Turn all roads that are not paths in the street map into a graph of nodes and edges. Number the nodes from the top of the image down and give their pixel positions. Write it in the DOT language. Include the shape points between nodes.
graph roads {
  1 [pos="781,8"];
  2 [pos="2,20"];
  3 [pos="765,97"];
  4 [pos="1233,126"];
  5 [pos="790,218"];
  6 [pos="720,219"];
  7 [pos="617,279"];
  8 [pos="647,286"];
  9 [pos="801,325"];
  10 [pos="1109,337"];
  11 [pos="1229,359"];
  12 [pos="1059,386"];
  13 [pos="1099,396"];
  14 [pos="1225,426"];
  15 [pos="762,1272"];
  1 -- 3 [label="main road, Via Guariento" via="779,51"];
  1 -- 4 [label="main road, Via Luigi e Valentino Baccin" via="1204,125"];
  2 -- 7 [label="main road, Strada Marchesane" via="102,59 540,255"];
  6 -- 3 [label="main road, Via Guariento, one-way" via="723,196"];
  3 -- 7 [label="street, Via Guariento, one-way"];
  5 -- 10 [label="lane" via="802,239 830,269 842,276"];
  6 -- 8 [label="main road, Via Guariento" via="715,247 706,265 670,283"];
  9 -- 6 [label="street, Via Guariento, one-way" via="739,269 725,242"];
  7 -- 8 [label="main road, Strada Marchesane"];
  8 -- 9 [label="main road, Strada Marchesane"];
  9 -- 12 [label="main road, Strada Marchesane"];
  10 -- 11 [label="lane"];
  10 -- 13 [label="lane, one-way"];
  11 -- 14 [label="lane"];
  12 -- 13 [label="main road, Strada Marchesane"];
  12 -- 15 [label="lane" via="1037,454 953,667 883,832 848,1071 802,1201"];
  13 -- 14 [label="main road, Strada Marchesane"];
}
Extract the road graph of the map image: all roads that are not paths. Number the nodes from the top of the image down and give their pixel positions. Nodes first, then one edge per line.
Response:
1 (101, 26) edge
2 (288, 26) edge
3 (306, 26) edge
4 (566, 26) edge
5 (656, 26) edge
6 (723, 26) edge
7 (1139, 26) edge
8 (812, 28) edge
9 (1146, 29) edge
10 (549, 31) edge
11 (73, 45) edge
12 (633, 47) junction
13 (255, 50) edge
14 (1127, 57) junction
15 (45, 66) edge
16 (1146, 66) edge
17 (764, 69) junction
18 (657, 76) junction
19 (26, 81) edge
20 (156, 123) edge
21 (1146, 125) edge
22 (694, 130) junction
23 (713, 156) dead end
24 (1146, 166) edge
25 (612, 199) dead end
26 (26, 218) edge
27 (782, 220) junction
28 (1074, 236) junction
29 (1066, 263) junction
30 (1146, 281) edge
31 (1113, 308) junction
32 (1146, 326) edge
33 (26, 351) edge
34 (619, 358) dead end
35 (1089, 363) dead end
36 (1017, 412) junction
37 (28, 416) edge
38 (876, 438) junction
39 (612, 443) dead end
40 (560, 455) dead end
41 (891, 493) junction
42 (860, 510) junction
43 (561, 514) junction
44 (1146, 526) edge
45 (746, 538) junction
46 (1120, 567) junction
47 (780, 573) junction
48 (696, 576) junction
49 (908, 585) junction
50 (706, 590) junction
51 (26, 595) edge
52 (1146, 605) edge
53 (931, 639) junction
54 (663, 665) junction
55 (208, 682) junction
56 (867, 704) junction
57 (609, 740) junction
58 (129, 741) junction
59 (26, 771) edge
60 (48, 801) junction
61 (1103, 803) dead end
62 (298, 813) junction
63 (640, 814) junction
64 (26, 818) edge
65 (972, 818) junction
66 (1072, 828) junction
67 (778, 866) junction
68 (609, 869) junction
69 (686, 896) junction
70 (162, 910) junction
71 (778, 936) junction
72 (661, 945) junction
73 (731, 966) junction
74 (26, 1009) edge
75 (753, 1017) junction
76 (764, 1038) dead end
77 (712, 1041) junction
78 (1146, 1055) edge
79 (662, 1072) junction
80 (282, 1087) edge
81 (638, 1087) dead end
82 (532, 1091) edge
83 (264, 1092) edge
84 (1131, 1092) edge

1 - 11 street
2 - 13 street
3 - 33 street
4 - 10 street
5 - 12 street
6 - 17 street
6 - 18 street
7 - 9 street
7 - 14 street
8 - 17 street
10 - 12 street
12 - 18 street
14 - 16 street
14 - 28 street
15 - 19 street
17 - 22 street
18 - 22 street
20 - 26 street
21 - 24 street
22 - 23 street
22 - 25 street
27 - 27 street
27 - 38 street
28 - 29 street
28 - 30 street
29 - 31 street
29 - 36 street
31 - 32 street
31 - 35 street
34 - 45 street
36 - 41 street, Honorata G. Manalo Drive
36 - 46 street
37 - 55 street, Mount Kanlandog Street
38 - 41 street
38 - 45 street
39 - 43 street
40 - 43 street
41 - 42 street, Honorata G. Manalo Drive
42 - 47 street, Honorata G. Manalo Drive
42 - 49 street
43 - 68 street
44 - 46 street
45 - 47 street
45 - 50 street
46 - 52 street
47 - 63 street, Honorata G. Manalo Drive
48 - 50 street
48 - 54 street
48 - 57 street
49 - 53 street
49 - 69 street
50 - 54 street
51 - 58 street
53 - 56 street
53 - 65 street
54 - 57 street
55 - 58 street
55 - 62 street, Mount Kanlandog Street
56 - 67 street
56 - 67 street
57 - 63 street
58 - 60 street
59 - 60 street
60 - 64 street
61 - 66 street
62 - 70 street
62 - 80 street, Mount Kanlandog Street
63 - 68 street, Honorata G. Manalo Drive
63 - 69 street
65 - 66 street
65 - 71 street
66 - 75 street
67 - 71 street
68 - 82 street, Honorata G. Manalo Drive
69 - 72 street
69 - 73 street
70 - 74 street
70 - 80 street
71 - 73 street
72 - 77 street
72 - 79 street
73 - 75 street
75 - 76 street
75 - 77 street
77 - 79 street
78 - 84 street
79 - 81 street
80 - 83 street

TASK GOAL -> With "Honorata" as the word to match, copy each line of the records that has it.

TASK ANSWER ->
36 - 41 street, Honorata G. Manalo Drive
41 - 42 street, Honorata G. Manalo Drive
42 - 47 street, Honorata G. Manalo Drive
47 - 63 street, Honorata G. Manalo Drive
63 - 68 street, Honorata G. Manalo Drive
68 - 82 street, Honorata G. Manalo Drive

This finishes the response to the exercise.